INFORMATION SUPPLIED:
-------------------------

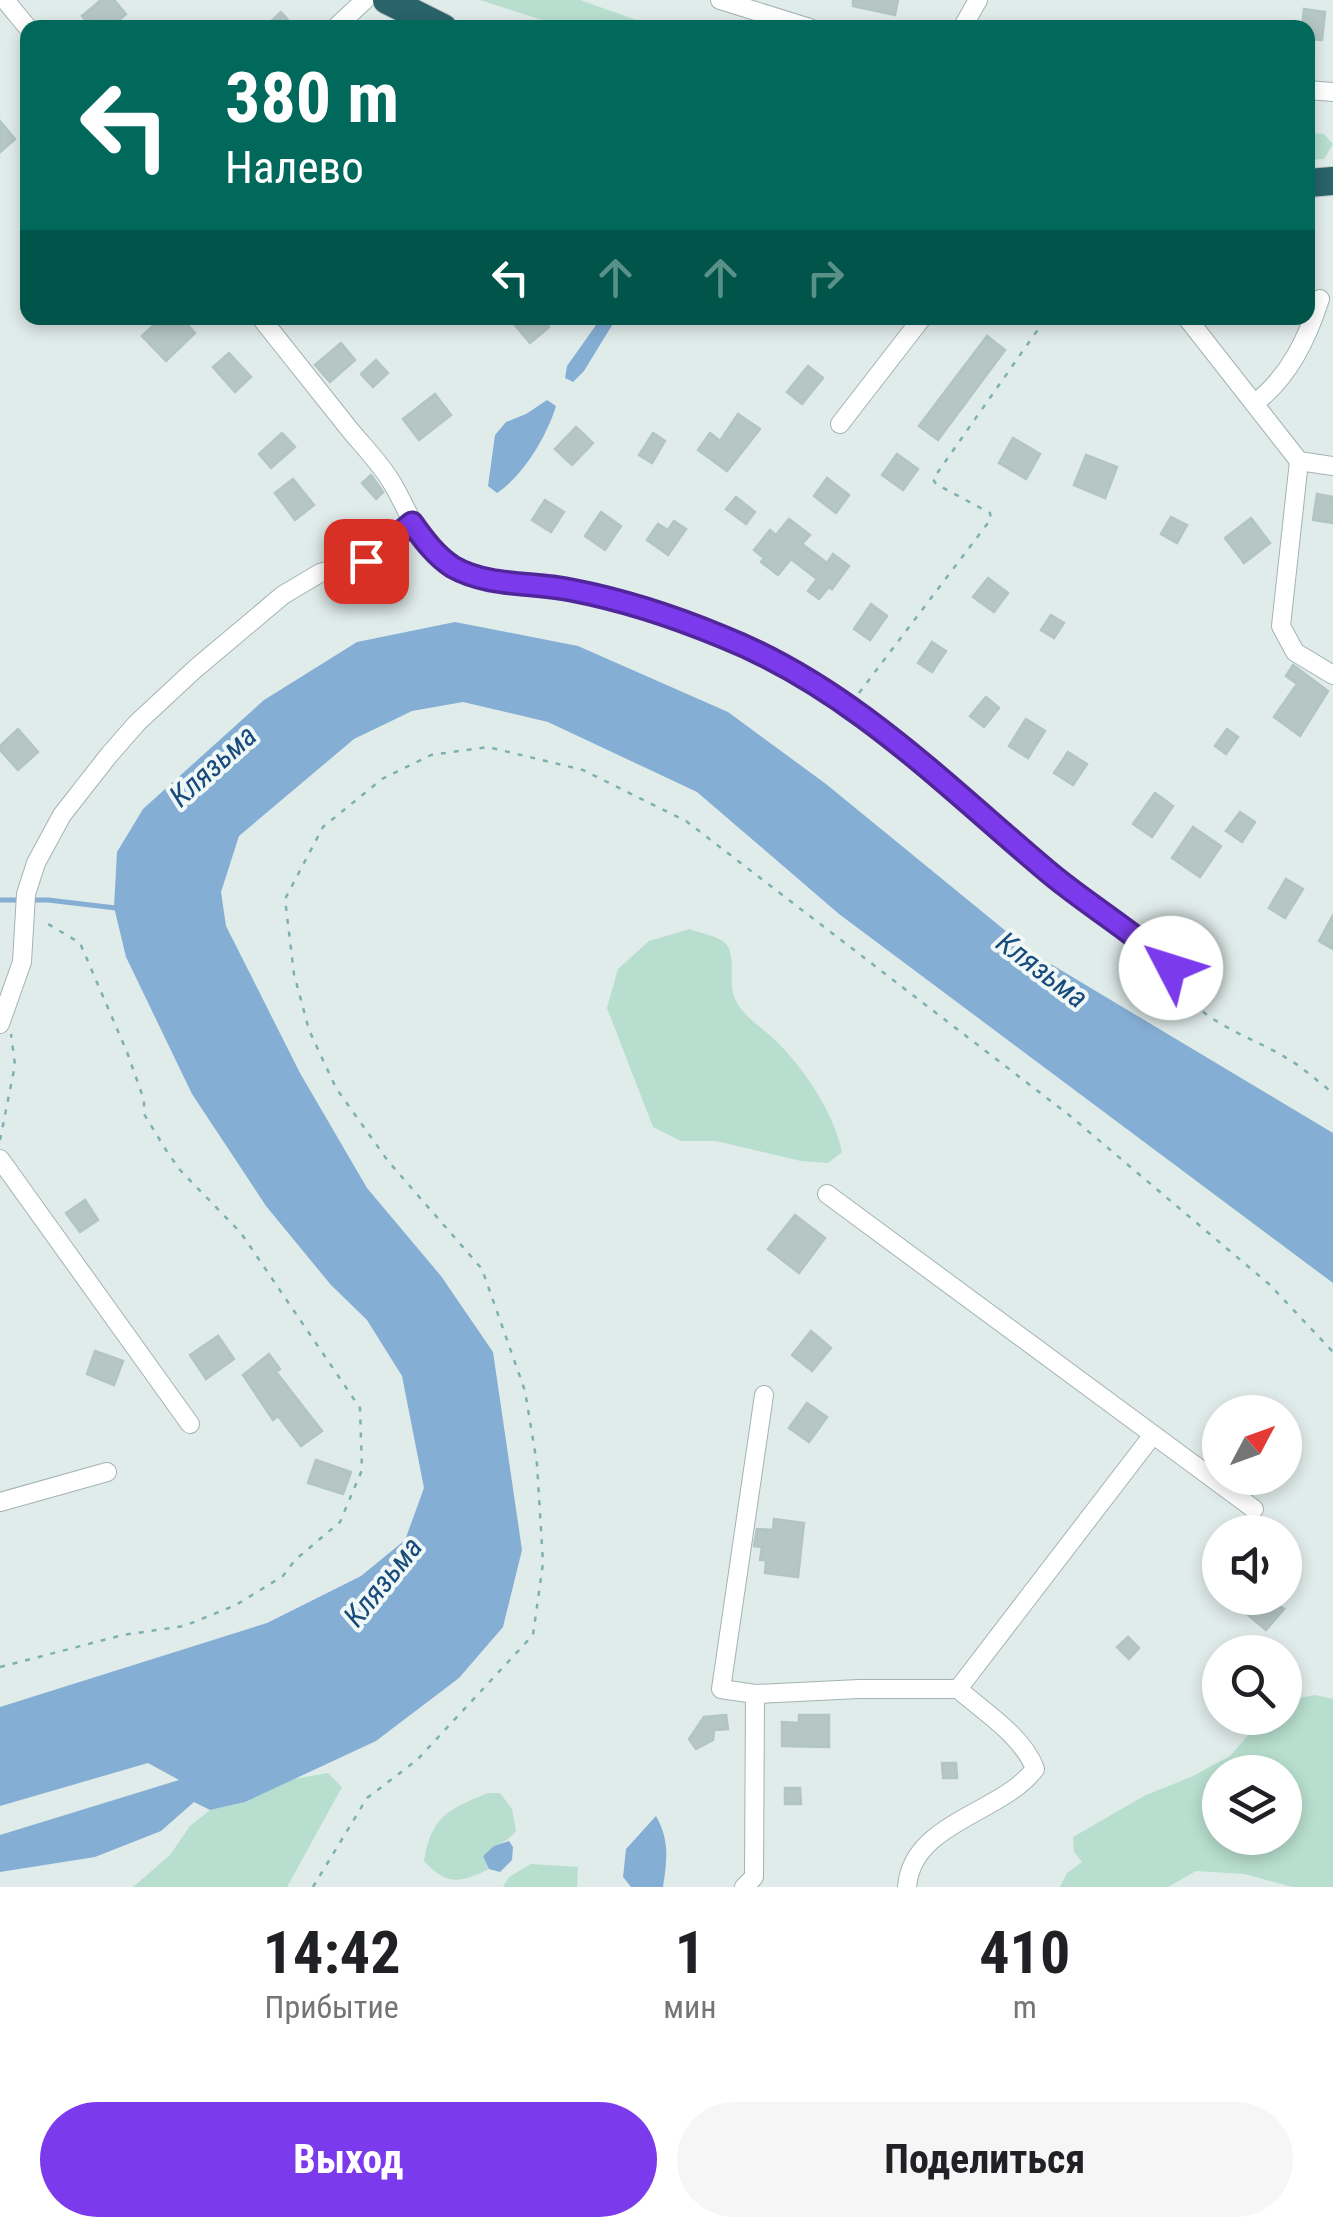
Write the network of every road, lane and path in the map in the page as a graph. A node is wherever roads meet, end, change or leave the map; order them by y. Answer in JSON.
{"nodes":[{"id":1,"x":366,"y":0,"type":"edge"},
{"id":2,"x":387,"y":0,"type":"edge"},
{"id":3,"x":720,"y":0,"type":"edge"},
{"id":4,"x":345,"y":20,"type":"edge"},
{"id":5,"x":428,"y":20,"type":"edge"},
{"id":6,"x":784,"y":20,"type":"edge"},
{"id":7,"x":1320,"y":299,"type":"dead end"},
{"id":8,"x":1315,"y":311,"type":"edge"},
{"id":9,"x":266,"y":325,"type":"edge"},
{"id":10,"x":917,"y":325,"type":"edge"},
{"id":11,"x":1041,"y":325,"type":"edge"},
{"id":12,"x":1193,"y":325,"type":"edge"},
{"id":13,"x":1309,"y":325,"type":"edge"},
{"id":14,"x":1256,"y":403,"type":"junction"},
{"id":15,"x":840,"y":424,"type":"dead end"},
{"id":16,"x":1300,"y":462,"type":"junction"},
{"id":17,"x":1333,"y":466,"type":"edge"},
{"id":18,"x":412,"y":523,"type":"junction"},
{"id":19,"x":1333,"y":675,"type":"edge"},
{"id":20,"x":850,"y":705,"type":"junction"},
{"id":21,"x":26,"y":899,"type":"junction"},
{"id":22,"x":1171,"y":968,"type":"joint"},
{"id":23,"x":1,"y":1020,"type":"edge"},
{"id":24,"x":1333,"y":1093,"type":"edge"},
{"id":25,"x":0,"y":1140,"type":"edge"},
{"id":26,"x":0,"y":1159,"type":"edge"},
{"id":27,"x":827,"y":1194,"type":"dead end"},
{"id":28,"x":1333,"y":1352,"type":"edge"},
{"id":29,"x":764,"y":1394,"type":"dead end"},
{"id":30,"x":190,"y":1424,"type":"dead end"},
{"id":31,"x":1152,"y":1436,"type":"junction"},
{"id":32,"x":107,"y":1472,"type":"dead end"},
{"id":33,"x":0,"y":1502,"type":"edge"},
{"id":34,"x":1254,"y":1509,"type":"dead end"},
{"id":35,"x":0,"y":1666,"type":"edge"},
{"id":36,"x":958,"y":1689,"type":"junction"},
{"id":37,"x":755,"y":1694,"type":"junction"},
{"id":38,"x":313,"y":1887,"type":"edge"},
{"id":39,"x":744,"y":1887,"type":"edge"},
{"id":40,"x":907,"y":1887,"type":"edge"}],
"edges":[{"from":1,"to":4,"type":"street"},
{"from":2,"to":5,"type":"highway"},
{"from":3,"to":6,"type":"street"},
{"from":7,"to":8,"type":"street"},
{"from":9,"to":18,"type":"street"},
{"from":10,"to":15,"type":"street"},
{"from":11,"to":20,"type":"path"},
{"from":12,"to":14,"type":"street"},
{"from":13,"to":14,"type":"street"},
{"from":14,"to":16,"type":"street"},
{"from":16,"to":17,"type":"street"},
{"from":16,"to":19,"type":"street"},
{"from":18,"to":20,"type":"street"},
{"from":18,"to":21,"type":"street"},
{"from":20,"to":22,"type":"street"},
{"from":21,"to":23,"type":"street"},
{"from":21,"to":35,"type":"path"},
{"from":22,"to":24,"type":"path"},
{"from":23,"to":25,"type":"path"},
{"from":26,"to":30,"type":"street"},
{"from":27,"to":31,"type":"street"},
{"from":28,"to":38,"type":"path"},
{"from":29,"to":37,"type":"street"},
{"from":31,"to":34,"type":"street"},
{"from":31,"to":36,"type":"street"},
{"from":32,"to":33,"type":"street"},
{"from":36,"to":37,"type":"street"},
{"from":36,"to":40,"type":"street"},
{"from":37,"to":39,"type":"street"}]}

-------------------------

EXERCISE DIRECTIONS: Each line above that includes "dead" should be shown.

ANSWER:
{"id":7,"x":1320,"y":299,"type":"dead end"},
{"id":15,"x":840,"y":424,"type":"dead end"},
{"id":27,"x":827,"y":1194,"type":"dead end"},
{"id":29,"x":764,"y":1394,"type":"dead end"},
{"id":30,"x":190,"y":1424,"type":"dead end"},
{"id":32,"x":107,"y":1472,"type":"dead end"},
{"id":34,"x":1254,"y":1509,"type":"dead end"},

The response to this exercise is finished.